Distributed Messaging: Queues vs. Logs for Beginners

Course

System Design Fundamentals

Distributed Messaging: Queues vs. Logs for Beginners

Topics Covered

Queues vs. Logs: what's the real difference?

The Role of Partitions in Scaling

Consumer Groups: Parallelism and Pub/Sub Combined

Offset Tracking, Acknowledgments, and Delivery Guarantees

Kafka offset tracking

RabbitMQ acknowledgments

Kafka vs. RabbitMQ vs. Redis Streams: a comparison

When to choose each

Queues vs. Logs: what's the real difference?

Both message queues and event logs move data from producers to consumers, but they disagree on a fundamental question: what happens to a message after a consumer reads it? A message queue (RabbitMQ, SQS) delivers each message to exactly one consumer, then deletes it after acknowledgment. Think of it as a to-do list: once a task is checked off, it is gone. Multiple consumers on the same queue compete for messages. If two services need the same message, the broker must copy it into separate queues.

An event log (Kafka, Redpanda) appends messages to a durable, ordered log and never deletes them on read. Consumers track their own position (offset) and can rewind to replay old events. Multiple consumer groups read the same log independently without affecting each other.

This distinction drives every downstream decision: scaling model, replay capability, failure recovery, and coupling between services.

Queue model strengths: Simple work distribution (job queues, task dispatching), built-in load balancing across consumers, message-level routing with exchange patterns (topic, fanout, headers).

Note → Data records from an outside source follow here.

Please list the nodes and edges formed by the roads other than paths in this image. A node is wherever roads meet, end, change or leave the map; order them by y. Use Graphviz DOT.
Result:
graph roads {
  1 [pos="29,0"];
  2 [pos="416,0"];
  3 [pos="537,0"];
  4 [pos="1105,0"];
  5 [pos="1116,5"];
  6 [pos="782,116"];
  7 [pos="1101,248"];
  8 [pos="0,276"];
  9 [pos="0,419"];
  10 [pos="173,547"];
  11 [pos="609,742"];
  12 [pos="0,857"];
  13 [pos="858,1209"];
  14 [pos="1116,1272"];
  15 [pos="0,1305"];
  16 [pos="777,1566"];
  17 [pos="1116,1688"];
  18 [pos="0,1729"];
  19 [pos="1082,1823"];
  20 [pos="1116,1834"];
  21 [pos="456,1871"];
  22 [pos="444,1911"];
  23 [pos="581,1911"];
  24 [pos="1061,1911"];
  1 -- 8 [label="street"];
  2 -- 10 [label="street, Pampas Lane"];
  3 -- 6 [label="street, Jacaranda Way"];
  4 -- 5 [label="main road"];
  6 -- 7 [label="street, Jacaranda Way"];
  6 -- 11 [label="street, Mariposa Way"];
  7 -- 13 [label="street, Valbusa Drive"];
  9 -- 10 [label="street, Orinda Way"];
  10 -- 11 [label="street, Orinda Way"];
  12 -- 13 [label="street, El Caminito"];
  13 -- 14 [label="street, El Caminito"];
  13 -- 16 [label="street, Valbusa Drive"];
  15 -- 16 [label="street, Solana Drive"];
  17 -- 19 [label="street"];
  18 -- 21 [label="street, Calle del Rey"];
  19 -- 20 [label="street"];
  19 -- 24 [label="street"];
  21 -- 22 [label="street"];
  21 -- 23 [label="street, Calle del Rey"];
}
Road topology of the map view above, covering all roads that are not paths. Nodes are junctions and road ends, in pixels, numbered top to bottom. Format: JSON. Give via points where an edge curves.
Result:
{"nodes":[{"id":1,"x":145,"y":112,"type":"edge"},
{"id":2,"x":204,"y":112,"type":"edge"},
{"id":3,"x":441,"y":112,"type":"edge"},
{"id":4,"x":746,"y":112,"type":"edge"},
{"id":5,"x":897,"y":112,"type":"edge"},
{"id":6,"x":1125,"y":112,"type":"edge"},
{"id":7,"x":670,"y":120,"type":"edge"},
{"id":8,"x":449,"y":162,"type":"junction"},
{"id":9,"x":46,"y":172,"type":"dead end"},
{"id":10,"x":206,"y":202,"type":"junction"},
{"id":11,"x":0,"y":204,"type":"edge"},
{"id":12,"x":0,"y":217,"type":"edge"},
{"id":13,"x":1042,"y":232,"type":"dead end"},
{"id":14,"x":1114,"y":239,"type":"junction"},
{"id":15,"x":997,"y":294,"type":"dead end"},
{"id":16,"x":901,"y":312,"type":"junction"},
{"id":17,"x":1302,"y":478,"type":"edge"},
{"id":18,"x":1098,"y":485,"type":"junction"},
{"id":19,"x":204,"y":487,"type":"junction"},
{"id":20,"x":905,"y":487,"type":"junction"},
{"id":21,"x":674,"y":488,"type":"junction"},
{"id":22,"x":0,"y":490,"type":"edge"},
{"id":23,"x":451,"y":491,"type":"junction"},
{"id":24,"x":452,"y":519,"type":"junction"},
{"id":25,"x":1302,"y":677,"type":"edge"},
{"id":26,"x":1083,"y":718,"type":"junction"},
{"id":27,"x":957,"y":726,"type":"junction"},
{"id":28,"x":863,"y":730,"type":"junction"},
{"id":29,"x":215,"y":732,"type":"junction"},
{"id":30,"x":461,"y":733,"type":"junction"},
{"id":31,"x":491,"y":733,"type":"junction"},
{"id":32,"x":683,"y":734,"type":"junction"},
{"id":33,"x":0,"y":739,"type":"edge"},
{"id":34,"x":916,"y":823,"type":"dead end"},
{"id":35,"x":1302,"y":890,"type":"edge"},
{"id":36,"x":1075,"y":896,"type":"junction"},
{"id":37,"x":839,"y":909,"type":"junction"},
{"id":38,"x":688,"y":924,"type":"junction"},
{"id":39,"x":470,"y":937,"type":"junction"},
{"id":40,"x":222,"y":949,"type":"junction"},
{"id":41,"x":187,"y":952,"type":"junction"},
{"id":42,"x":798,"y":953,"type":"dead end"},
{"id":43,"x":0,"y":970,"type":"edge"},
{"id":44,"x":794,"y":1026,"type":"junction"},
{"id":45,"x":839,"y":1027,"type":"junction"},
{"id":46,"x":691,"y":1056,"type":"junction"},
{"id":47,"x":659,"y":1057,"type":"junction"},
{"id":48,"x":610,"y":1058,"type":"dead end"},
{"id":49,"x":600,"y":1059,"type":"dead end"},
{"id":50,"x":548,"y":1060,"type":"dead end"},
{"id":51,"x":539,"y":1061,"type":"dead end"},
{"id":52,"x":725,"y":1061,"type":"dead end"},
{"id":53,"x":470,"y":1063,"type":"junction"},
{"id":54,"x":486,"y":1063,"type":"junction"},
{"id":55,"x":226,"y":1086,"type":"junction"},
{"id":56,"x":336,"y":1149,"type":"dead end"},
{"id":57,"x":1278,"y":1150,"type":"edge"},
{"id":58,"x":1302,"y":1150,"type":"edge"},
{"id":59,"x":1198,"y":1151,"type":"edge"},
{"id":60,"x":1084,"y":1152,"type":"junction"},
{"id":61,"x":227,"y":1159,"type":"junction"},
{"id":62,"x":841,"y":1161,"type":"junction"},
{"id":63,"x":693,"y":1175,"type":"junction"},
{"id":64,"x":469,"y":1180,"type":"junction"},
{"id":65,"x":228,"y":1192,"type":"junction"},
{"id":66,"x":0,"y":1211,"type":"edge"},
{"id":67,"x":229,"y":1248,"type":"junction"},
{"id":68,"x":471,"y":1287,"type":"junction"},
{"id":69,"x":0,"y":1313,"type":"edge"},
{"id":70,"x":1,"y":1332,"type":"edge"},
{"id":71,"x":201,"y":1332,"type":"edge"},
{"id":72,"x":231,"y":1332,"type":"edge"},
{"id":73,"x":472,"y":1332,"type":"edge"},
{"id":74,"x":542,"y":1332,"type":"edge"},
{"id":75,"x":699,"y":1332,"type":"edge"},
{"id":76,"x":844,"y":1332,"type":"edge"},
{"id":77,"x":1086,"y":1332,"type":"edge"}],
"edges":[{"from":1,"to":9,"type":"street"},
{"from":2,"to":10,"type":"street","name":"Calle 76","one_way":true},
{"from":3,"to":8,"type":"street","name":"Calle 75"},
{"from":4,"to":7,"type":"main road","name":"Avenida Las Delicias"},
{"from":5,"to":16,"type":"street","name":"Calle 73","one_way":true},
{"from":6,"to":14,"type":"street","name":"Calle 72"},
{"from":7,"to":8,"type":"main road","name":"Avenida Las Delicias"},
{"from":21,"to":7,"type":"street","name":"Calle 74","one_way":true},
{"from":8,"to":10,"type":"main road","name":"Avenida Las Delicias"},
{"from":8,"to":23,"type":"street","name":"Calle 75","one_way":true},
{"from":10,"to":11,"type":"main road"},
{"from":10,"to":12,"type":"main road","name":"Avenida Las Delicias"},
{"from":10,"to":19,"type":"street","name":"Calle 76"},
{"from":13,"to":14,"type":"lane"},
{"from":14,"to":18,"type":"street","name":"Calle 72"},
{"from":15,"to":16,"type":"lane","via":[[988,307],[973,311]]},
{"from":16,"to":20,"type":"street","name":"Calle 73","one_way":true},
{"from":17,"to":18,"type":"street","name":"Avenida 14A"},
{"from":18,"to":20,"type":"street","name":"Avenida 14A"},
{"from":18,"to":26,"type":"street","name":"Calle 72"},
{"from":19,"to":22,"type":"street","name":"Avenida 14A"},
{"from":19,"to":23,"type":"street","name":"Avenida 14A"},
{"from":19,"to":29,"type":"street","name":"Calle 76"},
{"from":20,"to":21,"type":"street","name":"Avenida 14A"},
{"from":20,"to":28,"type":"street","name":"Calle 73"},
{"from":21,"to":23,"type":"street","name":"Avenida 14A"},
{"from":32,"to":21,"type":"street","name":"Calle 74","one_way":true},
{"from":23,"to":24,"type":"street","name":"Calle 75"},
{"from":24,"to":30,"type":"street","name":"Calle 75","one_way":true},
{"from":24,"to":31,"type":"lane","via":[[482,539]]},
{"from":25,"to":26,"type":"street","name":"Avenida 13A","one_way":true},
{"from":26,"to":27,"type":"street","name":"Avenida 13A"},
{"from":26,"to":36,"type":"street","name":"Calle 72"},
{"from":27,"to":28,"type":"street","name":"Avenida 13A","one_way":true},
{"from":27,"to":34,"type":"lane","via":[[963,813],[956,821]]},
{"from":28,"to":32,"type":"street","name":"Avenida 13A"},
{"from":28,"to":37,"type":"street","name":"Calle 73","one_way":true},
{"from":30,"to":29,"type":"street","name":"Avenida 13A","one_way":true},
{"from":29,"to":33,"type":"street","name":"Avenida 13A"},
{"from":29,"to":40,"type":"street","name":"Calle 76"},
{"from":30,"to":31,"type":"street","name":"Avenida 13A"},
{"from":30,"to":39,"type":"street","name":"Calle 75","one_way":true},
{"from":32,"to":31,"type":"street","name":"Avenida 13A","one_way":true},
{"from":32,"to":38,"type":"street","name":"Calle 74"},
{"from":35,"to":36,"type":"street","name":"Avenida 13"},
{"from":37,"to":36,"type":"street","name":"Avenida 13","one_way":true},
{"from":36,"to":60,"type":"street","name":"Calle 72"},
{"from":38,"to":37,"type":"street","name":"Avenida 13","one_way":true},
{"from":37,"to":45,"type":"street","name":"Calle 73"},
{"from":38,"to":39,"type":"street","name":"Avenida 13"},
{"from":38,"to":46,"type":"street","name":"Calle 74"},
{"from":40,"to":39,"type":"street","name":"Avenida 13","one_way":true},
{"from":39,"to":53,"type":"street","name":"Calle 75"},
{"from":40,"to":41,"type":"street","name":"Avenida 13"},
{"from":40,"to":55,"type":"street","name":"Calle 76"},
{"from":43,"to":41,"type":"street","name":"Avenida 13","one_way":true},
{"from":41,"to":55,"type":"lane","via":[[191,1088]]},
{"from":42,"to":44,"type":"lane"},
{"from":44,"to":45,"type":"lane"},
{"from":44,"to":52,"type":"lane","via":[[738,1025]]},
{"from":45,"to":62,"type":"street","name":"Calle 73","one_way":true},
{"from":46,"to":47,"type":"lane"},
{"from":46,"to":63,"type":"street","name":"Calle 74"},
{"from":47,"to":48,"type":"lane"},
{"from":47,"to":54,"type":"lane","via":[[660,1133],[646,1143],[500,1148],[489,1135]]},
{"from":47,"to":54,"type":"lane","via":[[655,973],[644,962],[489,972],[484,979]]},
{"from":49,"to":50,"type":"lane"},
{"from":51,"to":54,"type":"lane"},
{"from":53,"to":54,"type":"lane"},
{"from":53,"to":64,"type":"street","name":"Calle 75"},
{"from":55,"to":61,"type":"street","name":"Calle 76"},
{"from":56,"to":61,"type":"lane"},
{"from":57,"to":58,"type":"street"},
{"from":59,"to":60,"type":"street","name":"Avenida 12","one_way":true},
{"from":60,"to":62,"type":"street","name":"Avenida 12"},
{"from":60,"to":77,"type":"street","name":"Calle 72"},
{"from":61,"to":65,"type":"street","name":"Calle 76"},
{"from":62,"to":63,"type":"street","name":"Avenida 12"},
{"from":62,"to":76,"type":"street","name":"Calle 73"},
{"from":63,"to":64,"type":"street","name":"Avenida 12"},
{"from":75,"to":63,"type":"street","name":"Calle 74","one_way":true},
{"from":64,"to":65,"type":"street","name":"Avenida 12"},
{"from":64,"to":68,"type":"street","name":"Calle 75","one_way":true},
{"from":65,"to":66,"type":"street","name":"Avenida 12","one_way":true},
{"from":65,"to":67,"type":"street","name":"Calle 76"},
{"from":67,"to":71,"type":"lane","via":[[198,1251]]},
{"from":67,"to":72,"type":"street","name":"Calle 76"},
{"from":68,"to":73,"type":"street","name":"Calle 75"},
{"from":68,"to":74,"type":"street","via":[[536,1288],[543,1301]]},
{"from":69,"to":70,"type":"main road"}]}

Log model strengths: Event replay for debugging and reprocessing, multiple independent consumers from one stream, natural audit trail, time-travel to any point in the retained window.

Key Insight

The queue model treats messages as tasks to be completed. The log model treats messages as facts to be recorded. This philosophical difference is why you use RabbitMQ for job dispatch (send email, resize image) and Kafka for event streaming (user clicked, order placed). Choosing the wrong model creates friction at every layer of the architecture.

The Role of Partitions in Scaling

A single Kafka partition is a strictly ordered, append-only log served by one broker. It is also the unit of parallelism: you cannot have more active consumers in a group than partitions. Understanding partitions is understanding Kafka's scaling model.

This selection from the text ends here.